Even vacuuming wouldn't actually destroy the data right? Because filesystems don't guarantee they will overwrite or wipe any particular disk blocks. And even if they did, SSDs still wouldn't promise that the blocks aren't remapped instead of being wiped & reused.
> Because filesystems don't guarantee they will overwrite or wipe any particular disk blocks.
Some filesystems have a richer interface to the underlying storage device, allowing them to invoke commands such as ATA TRIM or SCSI UNMAP - either incrementally as blocks are freed, or on demand - which request that the underlying storage device forget the block contents.
So the necessary interfaces exist and are widely available, and even if imperfect they improve the situation.
> Some filesystems have a richer interface to the underlying storage device, allowing them to invoke commands such as ATA TRIM or SCSI UNMAP
No, that's not a guarantee of data erasure. Not just because it's just a request that the device can disregard, but also because filesystems play tricks (like storing small bits of data inline, or logging data in various places, etc.) and they don't clear all those blocks just because you wanted to clear a couple bytes.
Yea the only way to be sure that data is gone is through mechanical destruction (shredding) of the drives. Sometimes you can write something to a SSD and then not be able to delete it due to a hardware fault, but the data can still be read.
I wonder if a GDPR nation has made a ruling on the extent of data erasure? Surely you cannot expect a company to shred a SSD every time someone asks for their data to be deleted.
With our current understanding of physics you cannot destroy information outside of maybe throwing something in a black hole — and even then you may still be able to get the information back from hawking radiation after many eons — so the question is how much should we scramble information before it is considered “deleted”?
> I wonder if a GDPR nation has made a ruling on the extent of data erasure?
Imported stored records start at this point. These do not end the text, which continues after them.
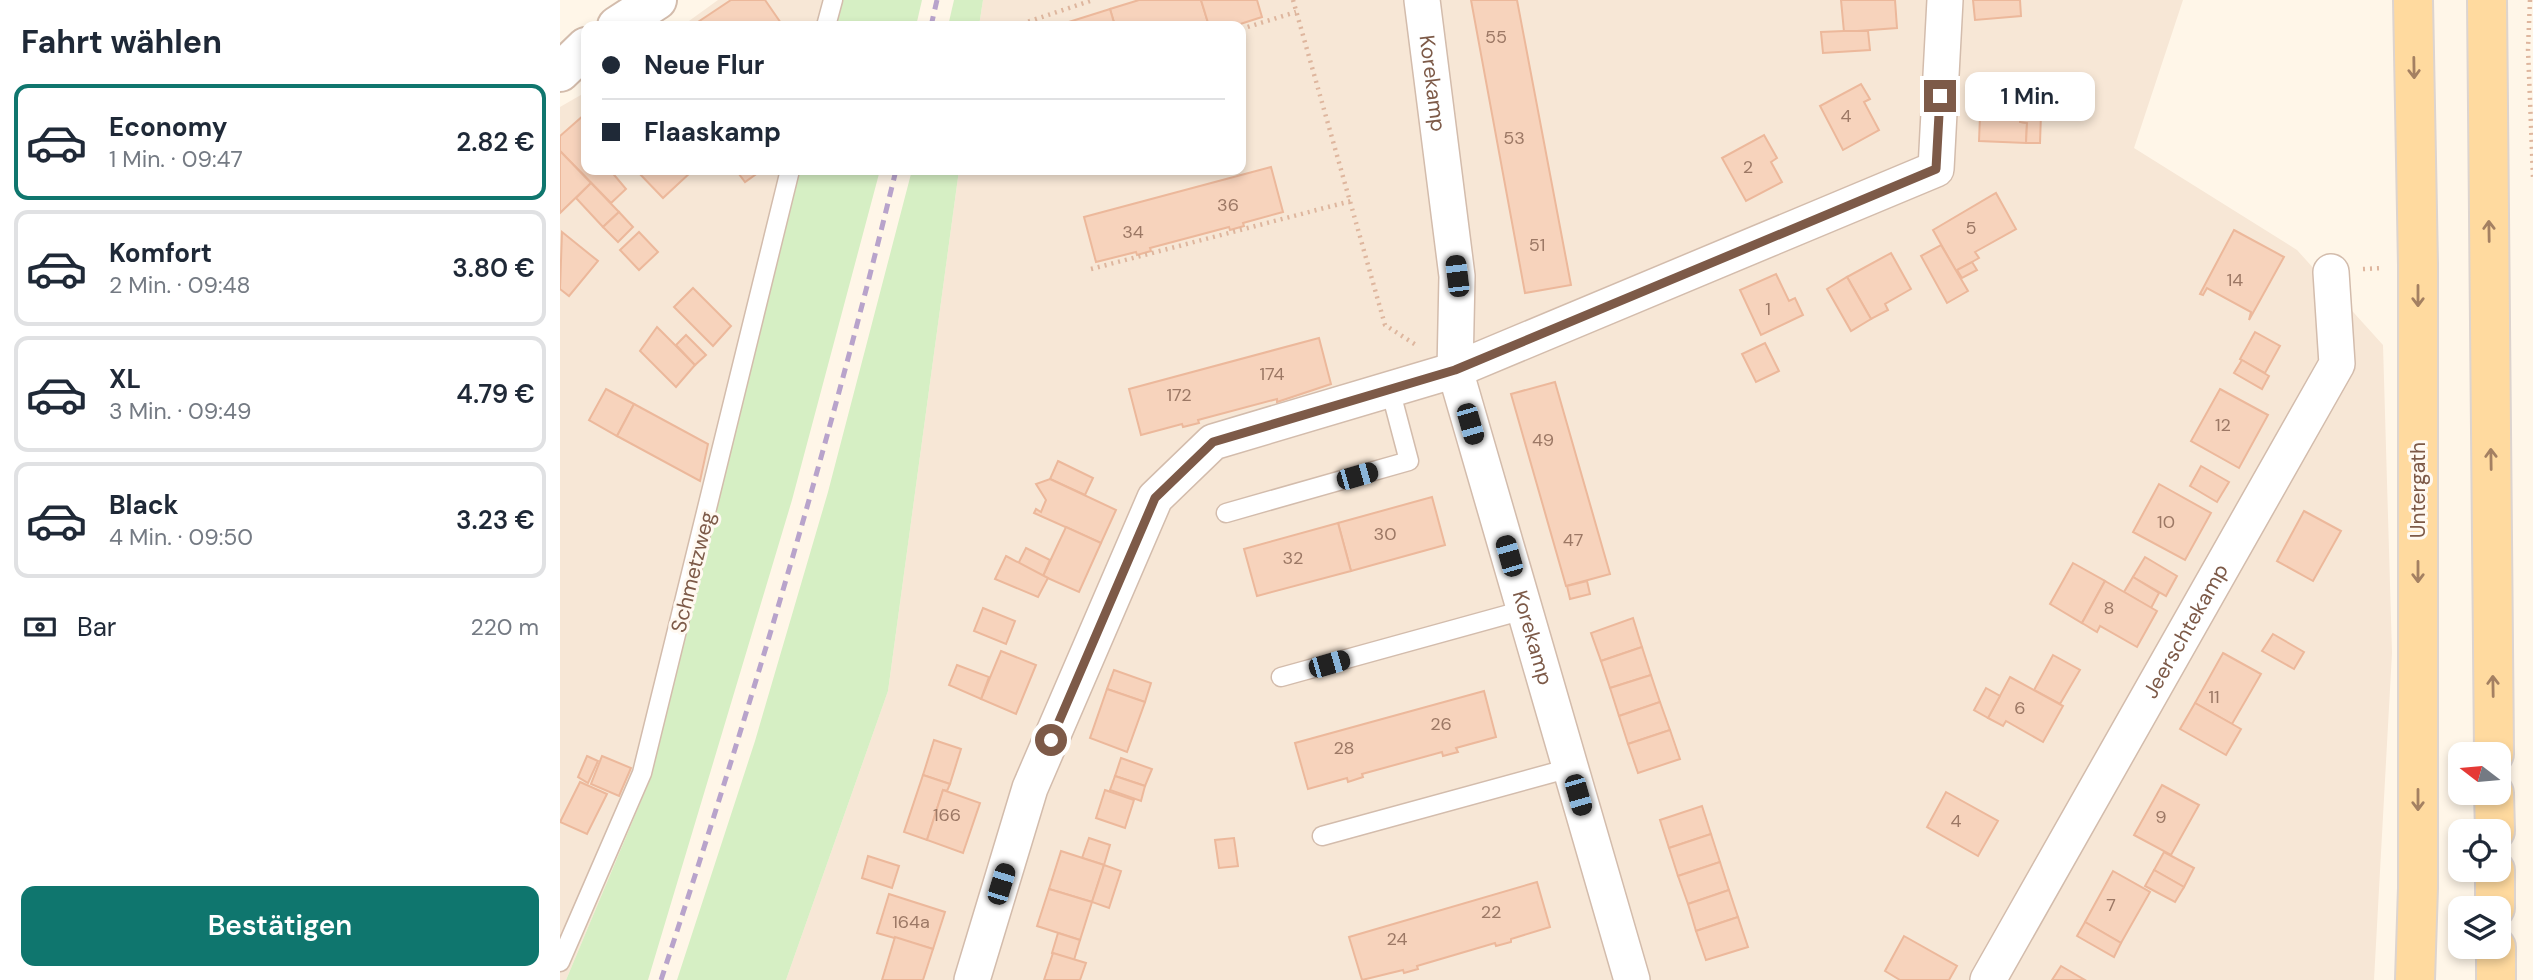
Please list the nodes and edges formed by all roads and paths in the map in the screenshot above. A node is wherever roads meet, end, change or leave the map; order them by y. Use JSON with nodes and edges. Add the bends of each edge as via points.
{"nodes":[{"id":1,"x":657,"y":0,"type":"edge"},
{"id":2,"x":833,"y":0,"type":"edge"},
{"id":3,"x":1093,"y":0,"type":"edge"},
{"id":4,"x":1293,"y":0,"type":"edge"},
{"id":5,"x":1422,"y":0,"type":"edge"},
{"id":6,"x":1945,"y":0,"type":"edge"},
{"id":7,"x":2413,"y":0,"type":"edge"},
{"id":8,"x":2487,"y":0,"type":"edge"},
{"id":9,"x":2530,"y":0,"type":"edge"},
{"id":10,"x":1296,"y":12,"type":"junction"},
{"id":11,"x":625,"y":21,"type":"edge"},
{"id":12,"x":827,"y":21,"type":"edge"},
{"id":13,"x":1030,"y":21,"type":"edge"},
{"id":14,"x":1246,"y":27,"type":"edge"},
{"id":15,"x":581,"y":52,"type":"edge"},
{"id":16,"x":560,"y":72,"type":"edge"},
{"id":17,"x":789,"y":175,"type":"edge"},
{"id":18,"x":2533,"y":177,"type":"edge"},
{"id":19,"x":1351,"y":201,"type":"junction"},
{"id":20,"x":2418,"y":265,"type":"junction"},
{"id":21,"x":1091,"y":269,"type":"dead end"},
{"id":22,"x":2331,"y":272,"type":"joint"},
{"id":23,"x":1455,"y":370,"type":"junction"},
{"id":24,"x":1390,"y":389,"type":"junction"},
{"id":25,"x":1226,"y":513,"type":"dead end"},
{"id":26,"x":1524,"y":610,"type":"junction"},
{"id":27,"x":1281,"y":677,"type":"dead end"},
{"id":28,"x":2494,"y":742,"type":"edge"},
{"id":29,"x":1570,"y":768,"type":"junction"},
{"id":30,"x":1322,"y":836,"type":"dead end"},
{"id":31,"x":2496,"y":959,"type":"edge"},
{"id":32,"x":560,"y":962,"type":"edge"},
{"id":33,"x":972,"y":980,"type":"edge"},
{"id":34,"x":1632,"y":980,"type":"edge"},
{"id":35,"x":1988,"y":980,"type":"edge"},
{"id":36,"x":2415,"y":980,"type":"edge"},
{"id":37,"x":2496,"y":980,"type":"edge"}],
"edges":[{"from":1,"to":11,"type":"street"},
{"from":2,"to":12,"type":"lane"},
{"from":3,"to":13,"type":"path"},
{"from":4,"to":10,"type":"path"},
{"from":5,"to":23,"type":"street","name":"Korekamp","via":[[1457,276]]},
{"from":6,"to":23,"type":"street","via":[[1936,169]]},
{"from":7,"to":20,"type":"main road","name":"Untergath","one_way":true},
{"from":28,"to":8,"type":"main road","one_way":true},
{"from":9,"to":18,"type":"path"},
{"from":10,"to":14,"type":"path"},
{"from":10,"to":19,"type":"path"},
{"from":15,"to":16,"type":"street"},
{"from":17,"to":32,"type":"lane","name":"Schmetzweg","via":[[642,773]]},
{"from":19,"to":21,"type":"path"},
{"from":19,"to":23,"type":"path","via":[[1385,325]]},
{"from":20,"to":22,"type":"path"},
{"from":20,"to":36,"type":"main road","name":"Untergath","one_way":true},
{"from":22,"to":35,"type":"street","name":"Jeerschtekamp","via":[[2337,364]]},
{"from":23,"to":24,"type":"street"},
{"from":23,"to":26,"type":"street","name":"Korekamp"},
{"from":24,"to":25,"type":"lane","via":[[1409,461]]},
{"from":24,"to":33,"type":"street","via":[[1213,442],[1155,498],[1030,788]]},
{"from":26,"to":27,"type":"lane"},
{"from":26,"to":29,"type":"street","name":"Korekamp"},
{"from":29,"to":30,"type":"lane"},
{"from":29,"to":34,"type":"street","name":"Korekamp"},
{"from":31,"to":37,"type":"main road"}]}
My understanding (based on a couple random conversations, take it with a grain of salt) is that at least some entities are taking the sheer difficulty of true compliance with the letter of the law to imply that softer deletion methods have to be reasonably acceptable, and their stance is basically "if you disagree, well, take us to court and we'll figure it out."
GDPR supervisory authorities disagree on what to do about data in backups. France has said you don't have to delete data from backups. The Danish authorities have said that you have to delete from backups where it is technically possible. The UK (which still has GDPR) has said that you must put the data "beyond use" which most have taken to mean that you have to make sure that if you ever restore data from the backup you will omit the data that is supposed to be forgotten.
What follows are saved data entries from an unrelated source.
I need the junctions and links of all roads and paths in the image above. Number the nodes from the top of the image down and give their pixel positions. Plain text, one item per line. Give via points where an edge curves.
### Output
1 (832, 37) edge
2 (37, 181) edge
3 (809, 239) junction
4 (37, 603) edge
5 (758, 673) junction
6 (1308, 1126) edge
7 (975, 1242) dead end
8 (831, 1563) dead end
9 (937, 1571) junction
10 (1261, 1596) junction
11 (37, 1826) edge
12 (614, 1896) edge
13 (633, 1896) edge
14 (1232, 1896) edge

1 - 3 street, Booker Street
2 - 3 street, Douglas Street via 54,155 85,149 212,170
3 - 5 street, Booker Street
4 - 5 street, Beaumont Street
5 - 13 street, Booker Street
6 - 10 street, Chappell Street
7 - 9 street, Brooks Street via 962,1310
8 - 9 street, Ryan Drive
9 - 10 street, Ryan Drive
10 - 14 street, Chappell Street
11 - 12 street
I don't know what other supervisor authorities have said--those three are just the ones that tend to show up when searching on this topic. I would not be surprised if there are at least a dozen other different opinions from the rest.
Yes. GDPR allows for delays when complying with deletion requests. You should ideally document it and factor the delay into any deadlines you might be bound to.
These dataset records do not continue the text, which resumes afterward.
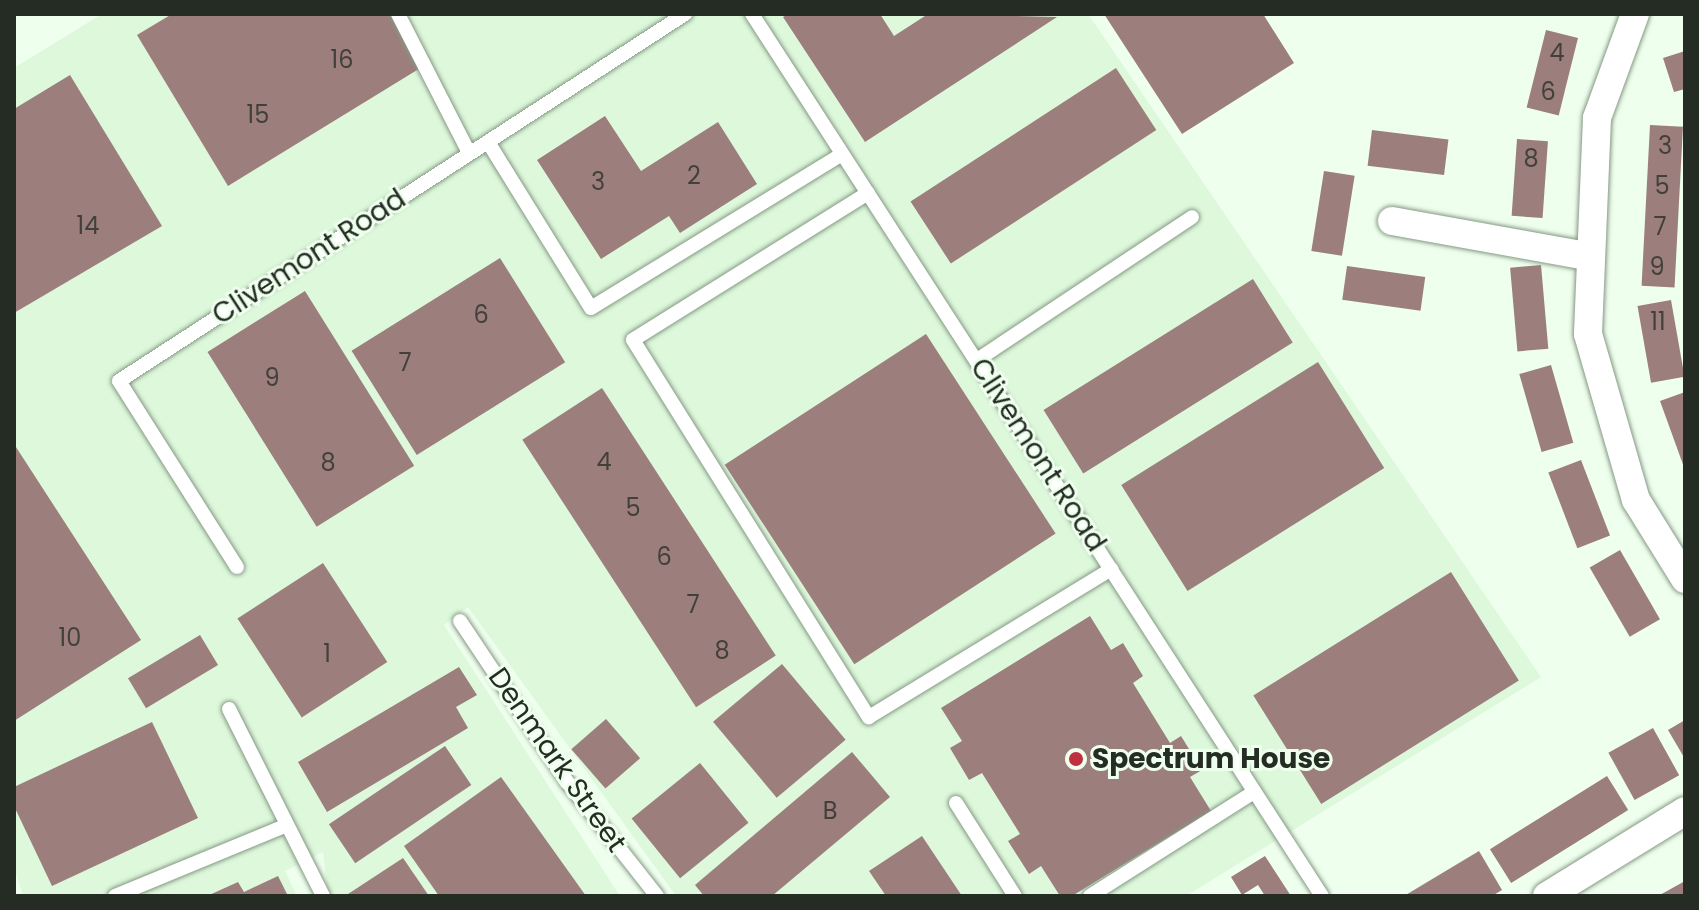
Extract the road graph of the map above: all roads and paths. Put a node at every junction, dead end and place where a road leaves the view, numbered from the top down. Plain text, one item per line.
1 (398, 14) edge
2 (685, 14) edge
3 (752, 14) edge
4 (1635, 14) edge
5 (488, 142) junction
6 (469, 153) junction
7 (842, 154) junction
8 (868, 193) junction
9 (1192, 217) dead end
10 (1392, 221) dead end
11 (1587, 256) junction
12 (977, 360) junction
13 (237, 567) dead end
14 (1111, 569) junction
15 (1685, 579) edge
16 (460, 621) dead end
17 (229, 709) dead end
18 (1254, 792) junction
19 (956, 803) dead end
20 (1685, 811) edge
21 (287, 825) junction
22 (115, 896) edge
23 (323, 896) edge
24 (657, 896) edge
25 (1015, 896) edge
26 (1090, 896) edge
27 (1322, 896) edge
28 (1547, 896) edge

1 - 6 lane
2 - 5 lane, Clivemont Road
3 - 7 lane, Clivemont Road
4 - 11 street
5 - 6 lane, Clivemont Road
5 - 7 lane
6 - 13 lane, Clivemont Road
7 - 8 lane, Clivemont Road
8 - 12 lane, Clivemont Road
8 - 14 lane
9 - 12 lane
10 - 11 street
11 - 15 street
12 - 14 lane, Clivemont Road
14 - 18 lane, Clivemont Road
16 - 24 lane, Denmark Street
17 - 21 lane
18 - 26 lane
18 - 27 lane, Clivemont Road
19 - 25 lane
20 - 28 street
21 - 22 lane
21 - 23 lane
You’d need to make sure the process is somewhat predictable, like running the vacuum on a set schedule so you know for sure what maximum amount of time a deletion request will take.
If vacuum runs at least once per day, seems pretty GDPR compliant to me. Even if it runs once every two or three days.
Now if your database runs vacuum once every 6 months, yeah, DELETE might not actually be a delete. But is it really a GDPR issue? What's really going on in this system?
I don't think any EU agency is going to fine your company if the data you say you deleted survived 6 or even 60 hours after deletion, if that is the end of it.
I think the nature of DELETE is one of the more interesting open problems in computer science. It is one of those things that, when we require precision, turns out to be very difficult to define.